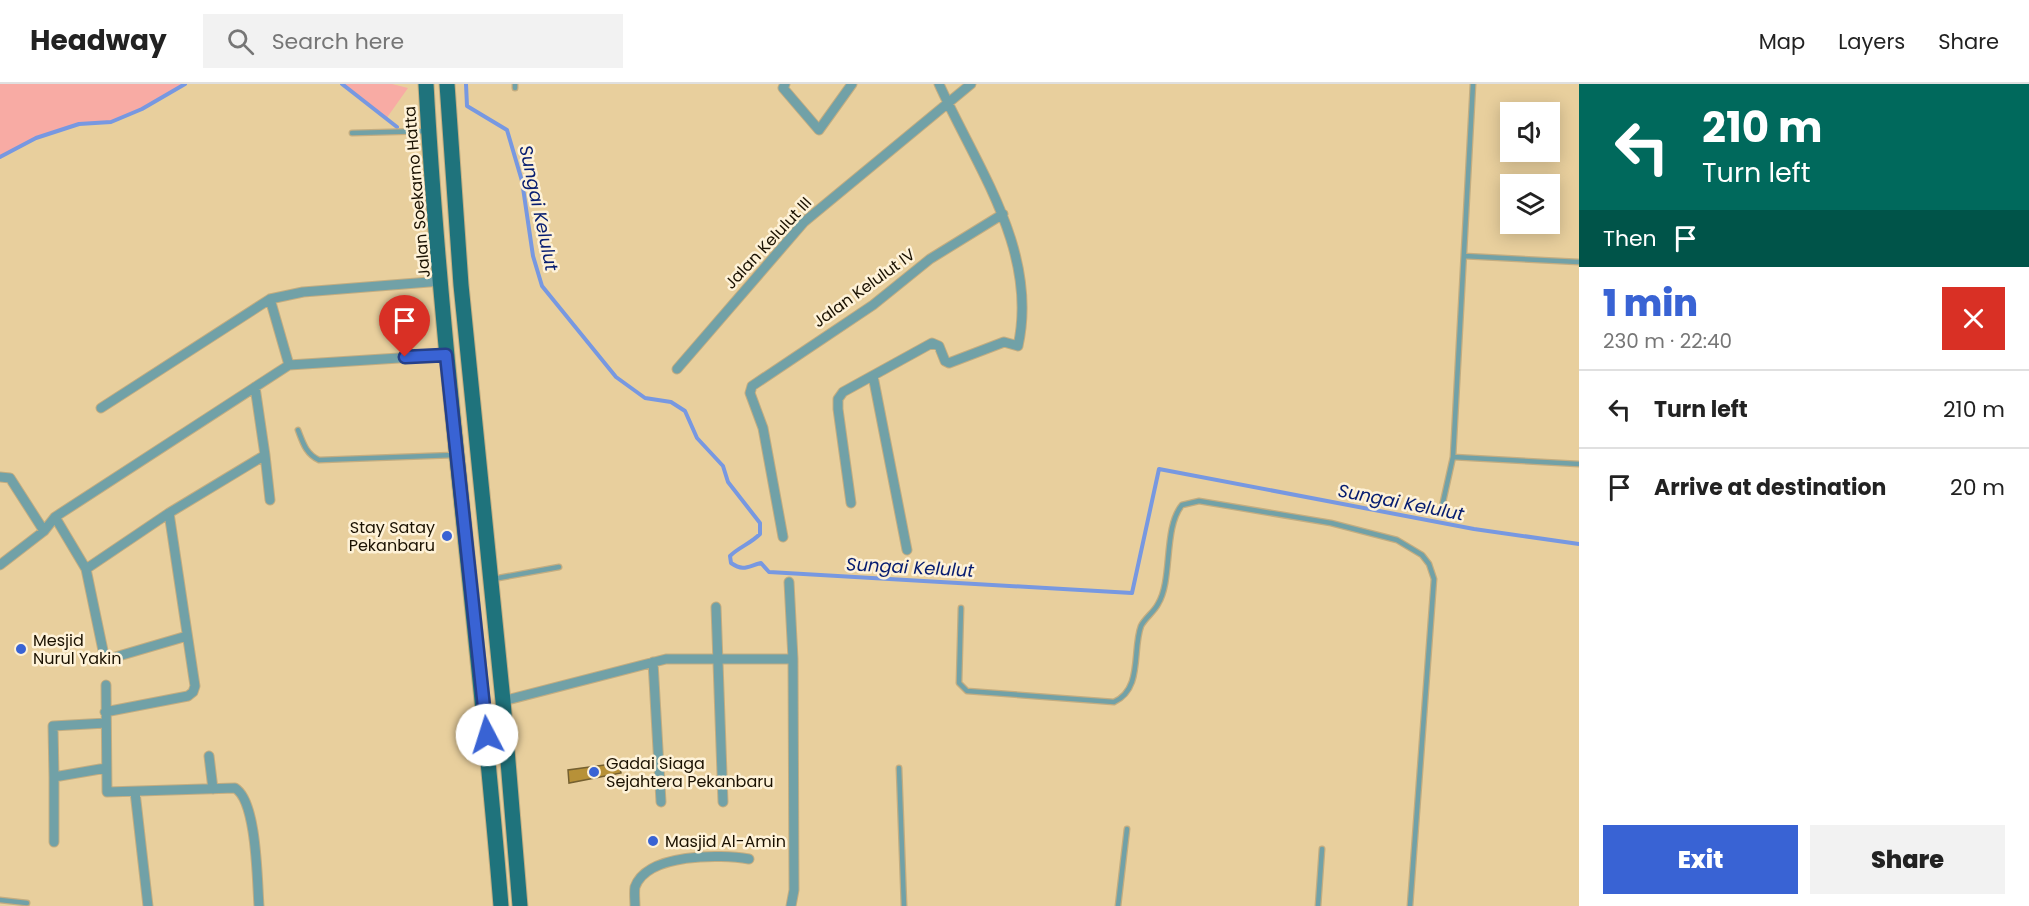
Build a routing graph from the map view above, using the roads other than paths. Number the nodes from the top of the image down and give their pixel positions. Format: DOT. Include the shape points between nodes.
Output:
graph roads {
  1 [pos="426,84"];
  2 [pos="447,84"];
  3 [pos="852,84"];
  4 [pos="939,84"];
  5 [pos="971,84"];
  6 [pos="1473,84"];
  7 [pos="784,86"];
  8 [pos="947,102"];
  9 [pos="431,131"];
  10 [pos="352,133"];
  11 [pos="1003,214"];
  12 [pos="1464,256"];
  13 [pos="1579,262"];
  14 [pos="442,281"];
  15 [pos="270,299"];
  16 [pos="446,355"];
  17 [pos="289,365"];
  18 [pos="677,369"];
  19 [pos="873,376"];
  20 [pos="255,387"];
  21 [pos="100,408"];
  22 [pos="298,430"];
  23 [pos="265,455"];
  24 [pos="456,455"];
  25 [pos="1453,457"];
  26 [pos="1579,464"];
  27 [pos="0,477"];
  28 [pos="270,500"];
  29 [pos="851,503"];
  30 [pos="1441,511"];
  31 [pos="169,513"];
  32 [pos="55,517"];
  33 [pos="44,531"];
  34 [pos="486,534"];
  35 [pos="464,537"];
  36 [pos="783,537"];
  37 [pos="907,550"];
  38 [pos="0,565"];
  39 [pos="559,567"];
  40 [pos="86,569"];
  41 [pos="491,579"];
  42 [pos="789,582"];
  43 [pos="716,607"];
  44 [pos="961,608"];
  45 [pos="187,636"];
  46 [pos="718,657"];
  47 [pos="793,659"];
  48 [pos="654,662"];
  49 [pos="106,685"];
  50 [pos="503,701"];
  51 [pos="105,712"];
  52 [pos="106,723"];
  53 [pos="209,756"];
  54 [pos="106,768"];
  55 [pos="898,768"];
  56 [pos="54,777"];
  57 [pos="213,789"];
  58 [pos="135,792"];
  59 [pos="661,802"];
  60 [pos="723,802"];
  61 [pos="1127,829"];
  62 [pos="54,842"];
  63 [pos="1322,849"];
  64 [pos="749,859"];
  65 [pos="0,900"];
  66 [pos="27,903"];
  67 [pos="148,906"];
  68 [pos="259,906"];
  69 [pos="501,906"];
  70 [pos="520,906"];
  71 [pos="632,906"];
  72 [pos="791,906"];
  73 [pos="904,906"];
  74 [pos="1118,906"];
  75 [pos="1318,906"];
  76 [pos="1410,906"];
  1 -- 9 [label="main road, Jalan Soekarno Hatta"];
  2 -- 34 [label="main road" via="461,285"];
  3 -- 7 [label="street" via="819,130"];
  4 -- 8 [label="street"];
  5 -- 8 [label="street, Jalan Kelulut III"];
  6 -- 12 [label="lane"];
  8 -- 11 [label="street"];
  8 -- 18 [label="street, Jalan Kelulut III" via="804,222"];
  9 -- 10 [label="lane"];
  9 -- 14 [label="main road, Jalan Soekarno Hatta"];
  11 -- 19 [label="street" via="1021,283 1023,326 1018,346 1004,342 949,363 939,346 932,343"];
  11 -- 36 [label="street, Jalan Kelulut IV" via="930,259 873,305 756,382 750,393 763,428"];
  12 -- 13 [label="lane"];
  12 -- 25 [label="lane"];
  14 -- 15 [label="street" via="303,292"];
  14 -- 16 [label="main road, Jalan Soekarno Hatta"];
  15 -- 17 [label="street"];
  15 -- 21 [label="street"];
  16 -- 17 [label="street"];
  16 -- 24 [label="main road, Jalan Soekarno Hatta"];
  17 -- 20 [label="street"];
  19 -- 29 [label="street" via="843,392 838,399"];
  19 -- 37 [label="street"];
  20 -- 23 [label="street"];
  20 -- 32 [label="street"];
  22 -- 24 [label="lane" via="305,448 319,460"];
  23 -- 28 [label="street"];
  23 -- 31 [label="street"];
  24 -- 35 [label="main road, Jalan Soekarno Hatta"];
  25 -- 26 [label="lane"];
  25 -- 30 [label="lane"];
  27 -- 33 [label="street" via="10,478"];
  31 -- 40 [label="street"];
  31 -- 45 [label="street"];
  32 -- 33 [label="street"];
  32 -- 40 [label="street"];
  33 -- 38 [label="street"];
  34 -- 35 [label="main road"];
  34 -- 41 [label="main road"];
  35 -- 69 [label="main road, Jalan Soekarno Hatta" via="485,714"];
  39 -- 41 [label="lane"];
  40 -- 45 [label="street" via="105,660"];
  41 -- 50 [label="main road"];
  42 -- 47 [label="street"];
  43 -- 46 [label="street"];
  44 -- 76 [label="lane" via="960,683 967,691 1114,702 1122,698 1131,682 1141,627 1158,605 1174,520 1182,505 1199,501 1331,523 1397,540 1415,549 1429,564 1434,579"];
  45 -- 51 [label="street" via="193,692"];
  46 -- 47 [label="street"];
  46 -- 48 [label="street"];
  46 -- 60 [label="street"];
  47 -- 72 [label="street"];
  48 -- 50 [label="street"];
  48 -- 59 [label="street"];
  49 -- 51 [label="street"];
  50 -- 70 [label="main road"];
  51 -- 52 [label="street"];
  52 -- 54 [label="street"];
  52 -- 56 [label="street" via="53,726"];
  53 -- 57 [label="street"];
  54 -- 56 [label="street"];
  54 -- 58 [label="street" via="107,792"];
  55 -- 73 [label="lane"];
  56 -- 62 [label="street"];
  57 -- 58 [label="street"];
  57 -- 68 [label="street" via="235,788 247,800"];
  58 -- 67 [label="street"];
  61 -- 74 [label="lane"];
  63 -- 75 [label="lane"];
  64 -- 71 [label="street" via="698,856 666,865 641,878"];
  65 -- 66 [label="lane"];
}
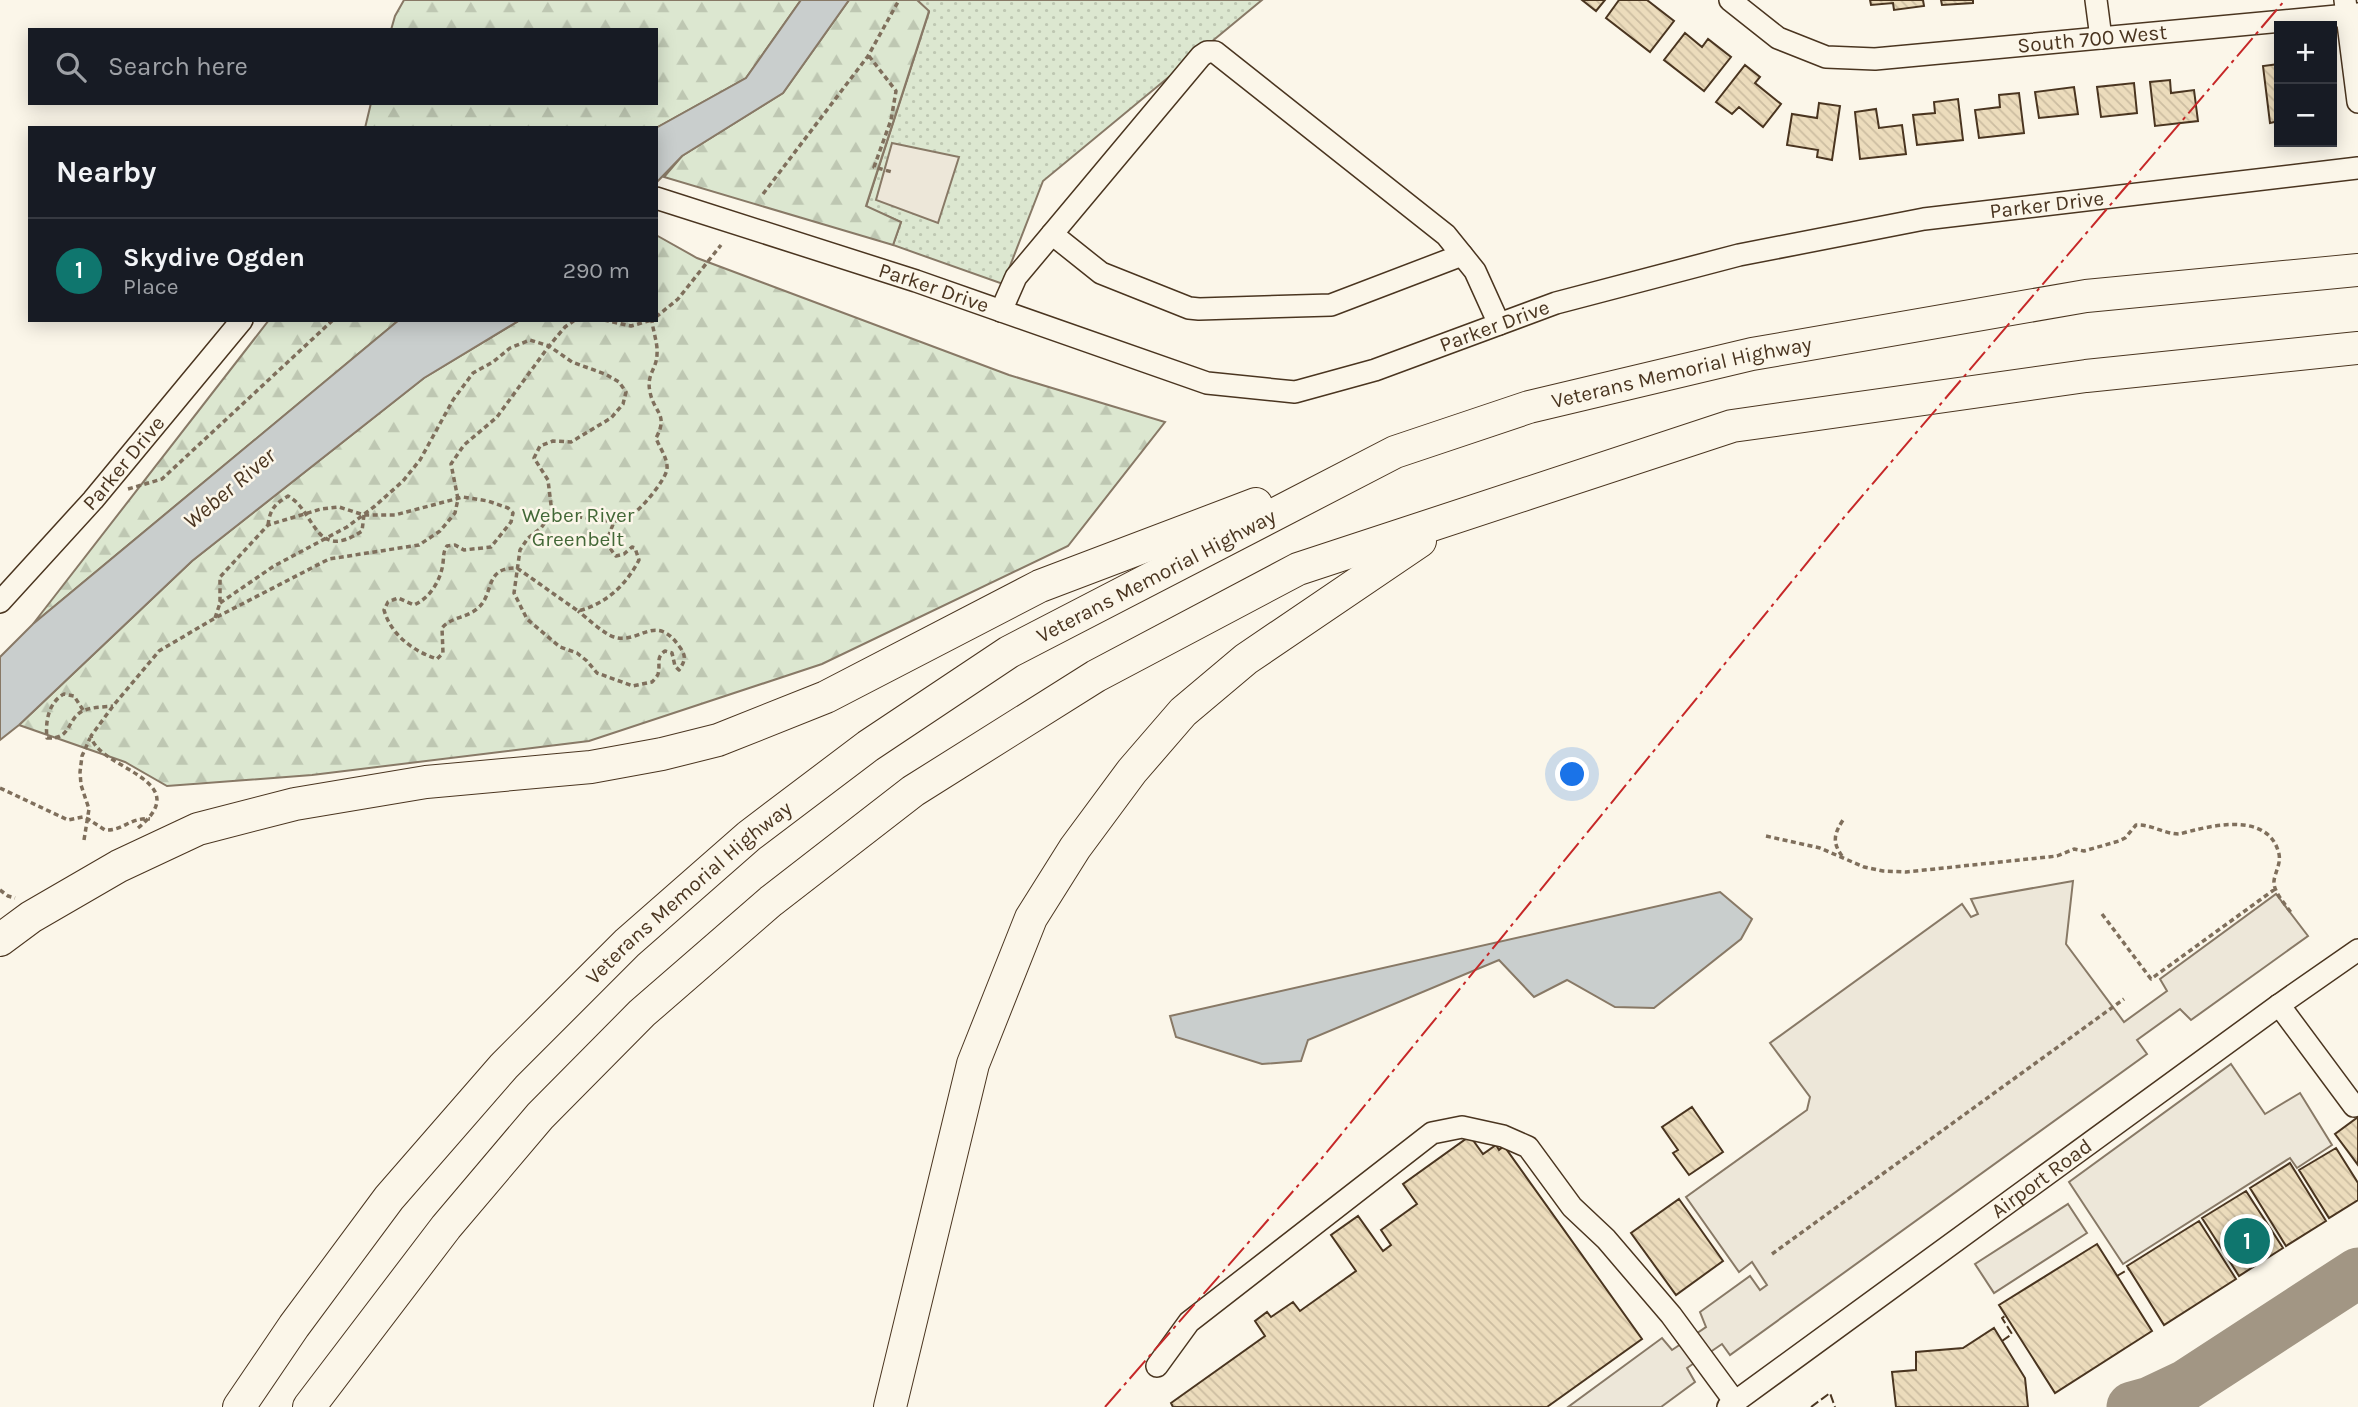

*Task goal*.
Word for word, restate all of the material above except its pictures.

*Reply to the exercise*.
Build a routing graph from the map view above, using the roads other than paths. Number the nodes from the top of the image down and give their pixel positions. Format: DOT. Include the shape points between nodes.
Output:
graph roads {
  1 [pos="426,84"];
  2 [pos="447,84"];
  3 [pos="852,84"];
  4 [pos="939,84"];
  5 [pos="971,84"];
  6 [pos="1473,84"];
  7 [pos="784,86"];
  8 [pos="947,102"];
  9 [pos="431,131"];
  10 [pos="352,133"];
  11 [pos="1003,214"];
  12 [pos="1464,256"];
  13 [pos="1579,262"];
  14 [pos="442,281"];
  15 [pos="270,299"];
  16 [pos="446,355"];
  17 [pos="289,365"];
  18 [pos="677,369"];
  19 [pos="873,376"];
  20 [pos="255,387"];
  21 [pos="100,408"];
  22 [pos="298,430"];
  23 [pos="265,455"];
  24 [pos="456,455"];
  25 [pos="1453,457"];
  26 [pos="1579,464"];
  27 [pos="0,477"];
  28 [pos="270,500"];
  29 [pos="851,503"];
  30 [pos="1441,511"];
  31 [pos="169,513"];
  32 [pos="55,517"];
  33 [pos="44,531"];
  34 [pos="486,534"];
  35 [pos="464,537"];
  36 [pos="783,537"];
  37 [pos="907,550"];
  38 [pos="0,565"];
  39 [pos="559,567"];
  40 [pos="86,569"];
  41 [pos="491,579"];
  42 [pos="789,582"];
  43 [pos="716,607"];
  44 [pos="961,608"];
  45 [pos="187,636"];
  46 [pos="718,657"];
  47 [pos="793,659"];
  48 [pos="654,662"];
  49 [pos="106,685"];
  50 [pos="503,701"];
  51 [pos="105,712"];
  52 [pos="106,723"];
  53 [pos="209,756"];
  54 [pos="106,768"];
  55 [pos="898,768"];
  56 [pos="54,777"];
  57 [pos="213,789"];
  58 [pos="135,792"];
  59 [pos="661,802"];
  60 [pos="723,802"];
  61 [pos="1127,829"];
  62 [pos="54,842"];
  63 [pos="1322,849"];
  64 [pos="749,859"];
  65 [pos="0,900"];
  66 [pos="27,903"];
  67 [pos="148,906"];
  68 [pos="259,906"];
  69 [pos="501,906"];
  70 [pos="520,906"];
  71 [pos="632,906"];
  72 [pos="791,906"];
  73 [pos="904,906"];
  74 [pos="1118,906"];
  75 [pos="1318,906"];
  76 [pos="1410,906"];
  1 -- 9 [label="main road, Jalan Soekarno Hatta"];
  2 -- 34 [label="main road" via="461,285"];
  3 -- 7 [label="street" via="819,130"];
  4 -- 8 [label="street"];
  5 -- 8 [label="street, Jalan Kelulut III"];
  6 -- 12 [label="lane"];
  8 -- 11 [label="street"];
  8 -- 18 [label="street, Jalan Kelulut III" via="804,222"];
  9 -- 10 [label="lane"];
  9 -- 14 [label="main road, Jalan Soekarno Hatta"];
  11 -- 19 [label="street" via="1021,283 1023,326 1018,346 1004,342 949,363 939,346 932,343"];
  11 -- 36 [label="street, Jalan Kelulut IV" via="930,259 873,305 756,382 750,393 763,428"];
  12 -- 13 [label="lane"];
  12 -- 25 [label="lane"];
  14 -- 15 [label="street" via="303,292"];
  14 -- 16 [label="main road, Jalan Soekarno Hatta"];
  15 -- 17 [label="street"];
  15 -- 21 [label="street"];
  16 -- 17 [label="street"];
  16 -- 24 [label="main road, Jalan Soekarno Hatta"];
  17 -- 20 [label="street"];
  19 -- 29 [label="street" via="843,392 838,399"];
  19 -- 37 [label="street"];
  20 -- 23 [label="street"];
  20 -- 32 [label="street"];
  22 -- 24 [label="lane" via="305,448 319,460"];
  23 -- 28 [label="street"];
  23 -- 31 [label="street"];
  24 -- 35 [label="main road, Jalan Soekarno Hatta"];
  25 -- 26 [label="lane"];
  25 -- 30 [label="lane"];
  27 -- 33 [label="street" via="10,478"];
  31 -- 40 [label="street"];
  31 -- 45 [label="street"];
  32 -- 33 [label="street"];
  32 -- 40 [label="street"];
  33 -- 38 [label="street"];
  34 -- 35 [label="main road"];
  34 -- 41 [label="main road"];
  35 -- 69 [label="main road, Jalan Soekarno Hatta" via="485,714"];
  39 -- 41 [label="lane"];
  40 -- 45 [label="street" via="105,660"];
  41 -- 50 [label="main road"];
  42 -- 47 [label="street"];
  43 -- 46 [label="street"];
  44 -- 76 [label="lane" via="960,683 967,691 1114,702 1122,698 1131,682 1141,627 1158,605 1174,520 1182,505 1199,501 1331,523 1397,540 1415,549 1429,564 1434,579"];
  45 -- 51 [label="street" via="193,692"];
  46 -- 47 [label="street"];
  46 -- 48 [label="street"];
  46 -- 60 [label="street"];
  47 -- 72 [label="street"];
  48 -- 50 [label="street"];
  48 -- 59 [label="street"];
  49 -- 51 [label="street"];
  50 -- 70 [label="main road"];
  51 -- 52 [label="street"];
  52 -- 54 [label="street"];
  52 -- 56 [label="street" via="53,726"];
  53 -- 57 [label="street"];
  54 -- 56 [label="street"];
  54 -- 58 [label="street" via="107,792"];
  55 -- 73 [label="lane"];
  56 -- 62 [label="street"];
  57 -- 58 [label="street"];
  57 -- 68 [label="street" via="235,788 247,800"];
  58 -- 67 [label="street"];
  61 -- 74 [label="lane"];
  63 -- 75 [label="lane"];
  64 -- 71 [label="street" via="698,856 666,865 641,878"];
  65 -- 66 [label="lane"];
}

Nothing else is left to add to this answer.